Here’s Why The Ladylike Stars Left BuzzFeed06/19/2021
Over the years, plenty of internet stars who started their careers at BuzzFeed decided to step away from the company to start their own brands. Per Variety, there was even a trend in 2017 of former staffers sharing “Why I Left BuzzFeed” videos on their new YouTube channels. One of those vloggers was Safia Nygaard, one of the stars and creators of the Ladylike video series for the site (via Tubefilter). In March 2017, nearly two months after she left the company, Nygaard shared her reasons for making a career change in an eight-minute long video.

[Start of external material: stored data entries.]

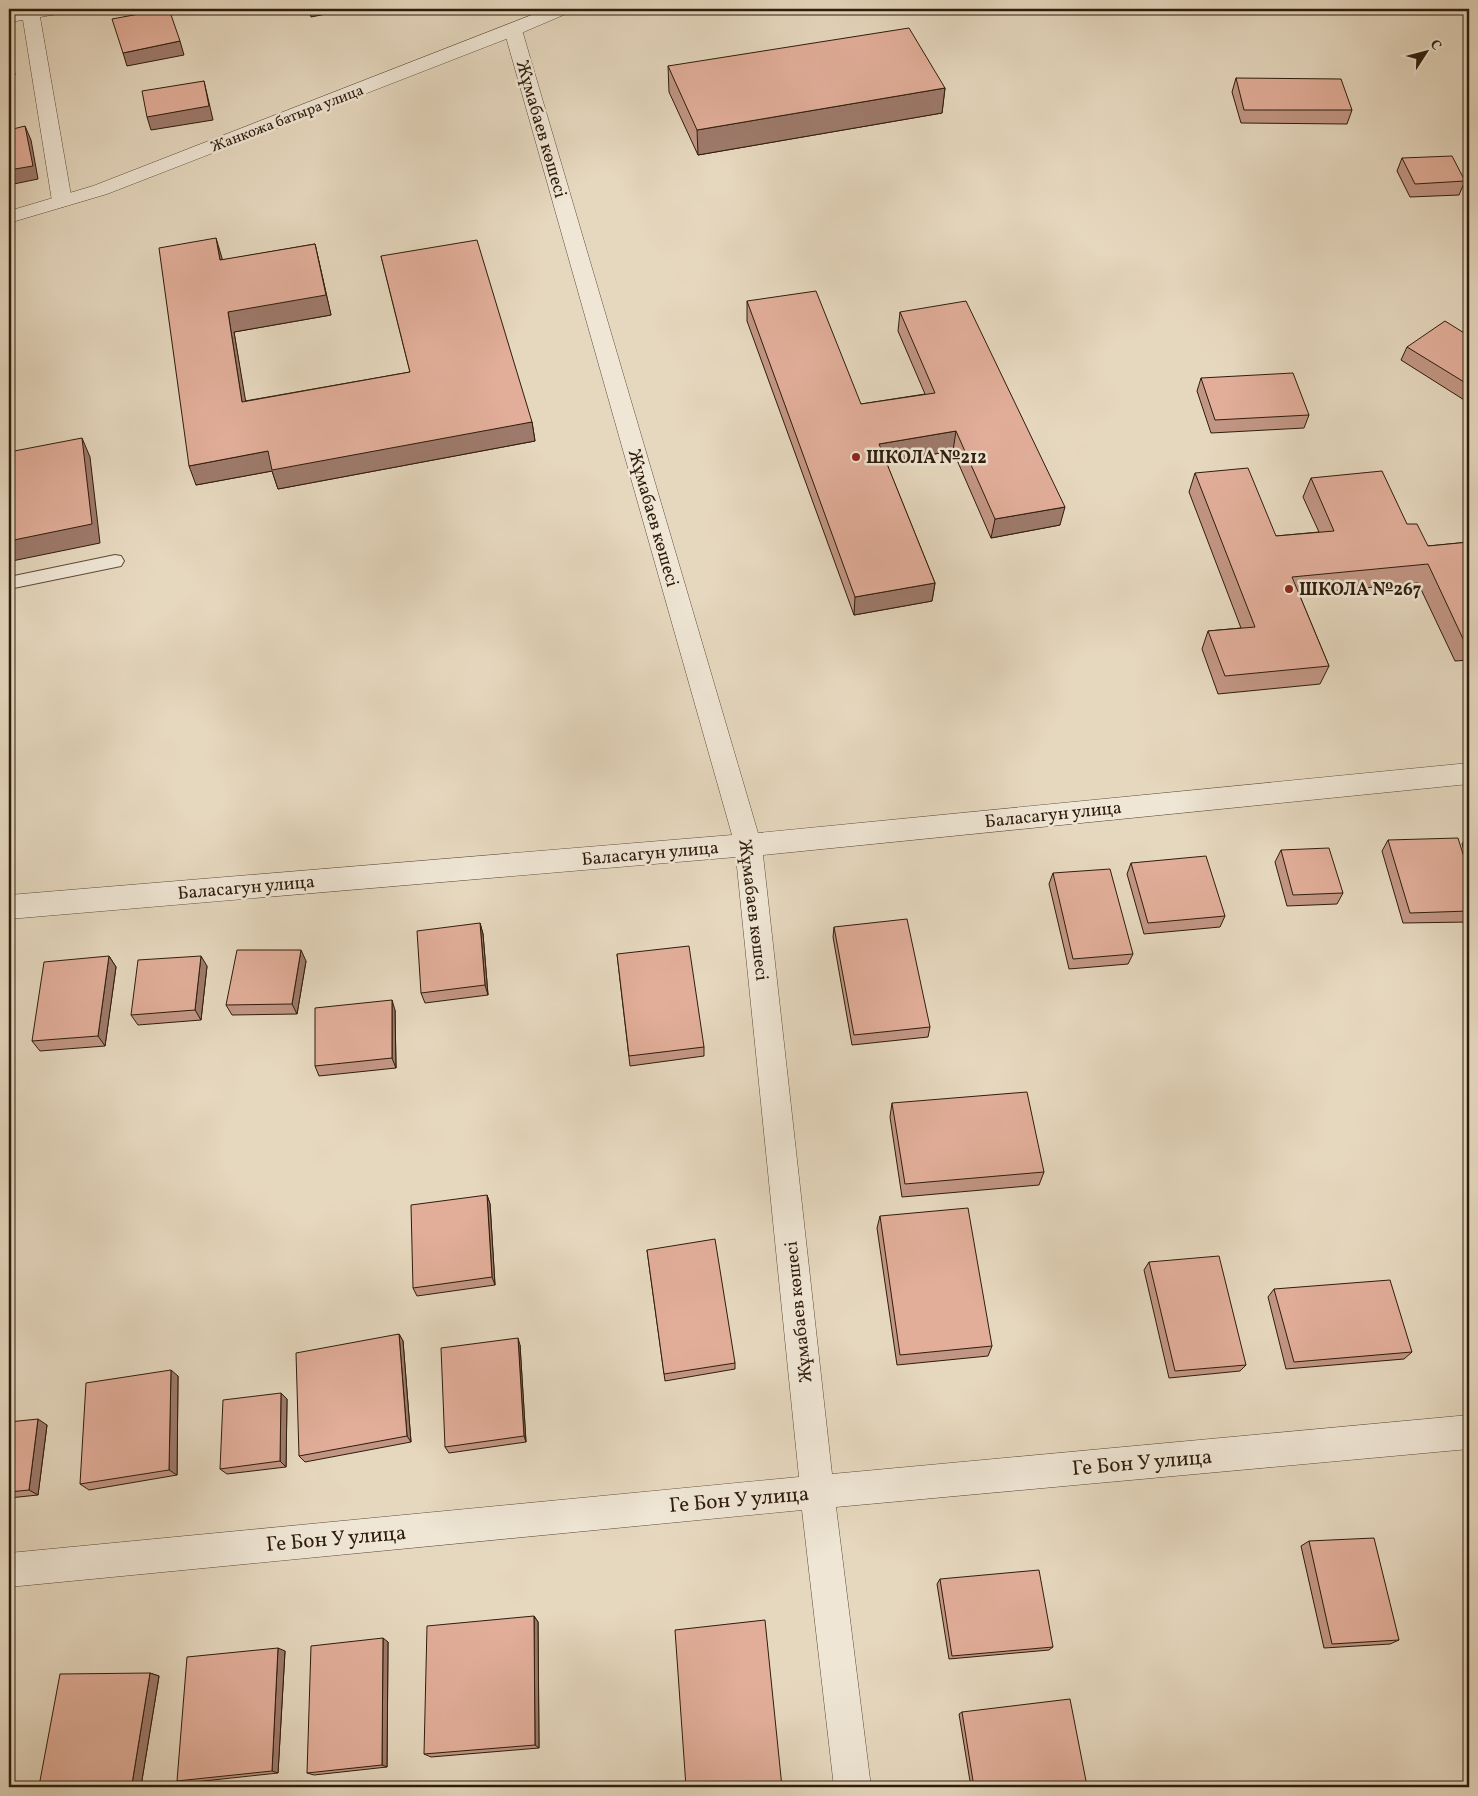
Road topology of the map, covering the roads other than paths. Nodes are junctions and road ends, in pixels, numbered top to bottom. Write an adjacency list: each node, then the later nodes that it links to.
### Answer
1 (57, 9): 3 (street)
2 (562, 9): 5 (street, Жанкожа батыра улица)
3 (30, 11): 4 (street); 6 (street)
4 (9, 17)
5 (513, 30): 6 (street, Жанкожа батыра улица); 11 (street, Жұмабаев көшесі)
6 (62, 201): 7 (street, Жанкожа батыра улица)
7 (9, 217)
8 (116, 561): 9 (lane)
9 (9, 583)
10 (1469, 773): 11 (street, Баласагун улица)
11 (748, 845): 12 (street, Баласагун улица); 14 (street, Жұмабаев көшесі)
12 (9, 907)
13 (1469, 1432): 14 (street, Ге Бон У улица)
14 (817, 1492): 15 (street, Ге Бон У улица); 16 (street, Жұмабаев көшесі)
15 (9, 1570)
16 (852, 1787)

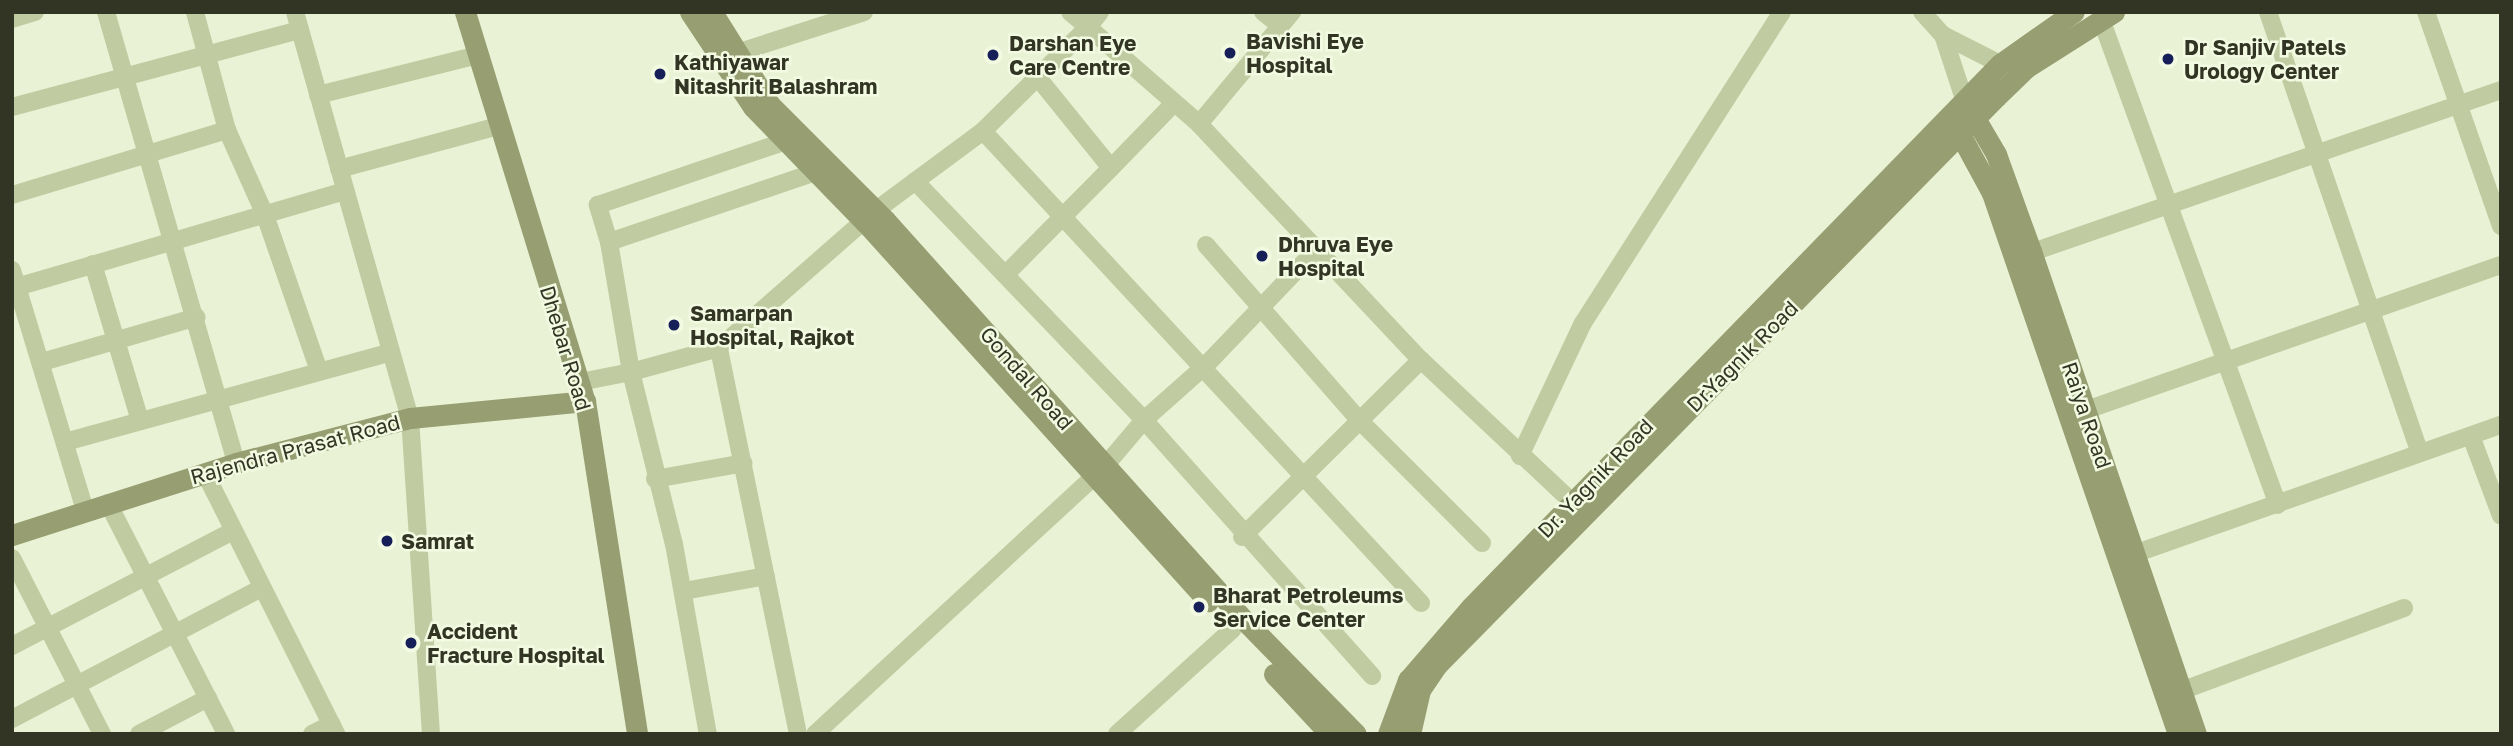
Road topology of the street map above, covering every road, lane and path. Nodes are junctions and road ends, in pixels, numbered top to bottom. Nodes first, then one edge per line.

“The overarching reason why I left BuzzFeed is to have independence,” Nygaard shared in the video, which has amassed over 15 million views (via YouTube). In her explanation, she said that she wanted to be able to work on her own projects and to have greater ownership over the content she produced — especially when so much of Ladylike’s brand was tied to her name and face.
Other Ladylike stars had different reasons for leaving BuzzFeed
After Kristin Chirico and Jen Ruggirello left BuzzFeed, they shared their own stories in December 2020 (via Twitter). For them, the decision had a lot more to do with their mental health. The two Ladylike stars clarified they were only speaking for themselves, but opened up about their time with BuzzFeed in what Chirico called an “incredibly difficult, incredibly personal, and honestly terrifying video” to make (via Twitter).
“My whole body and my experiences and myself were real estate for content,” Chirico shared in a YouTube video that has over 4 million views (via YouTube). “[BuzzFeed] is a place where, like, you work together in a team to achieve a common goal, but the idea is that you also will be looked out for by your team if bad things start to happen, and I don’t think that part of the social contract, within the culture, is being honored. … They let me seriously hurt myself.”
“[I] left because I was really depressed,” Ruggirello agreed (via YouTube). “I felt like I was working at a company that didn’t really value me but would be happy to [employ me] as long as [I was] OK with this unspoken-but-sometimes-spoken thing which was like, ‘You can keep working here … but you’re not gonna advance at all.'”
Chirico and Ruggirello shared that the whole Ladylike team may share their story together one day, but for now, each member is only speaking for themselves.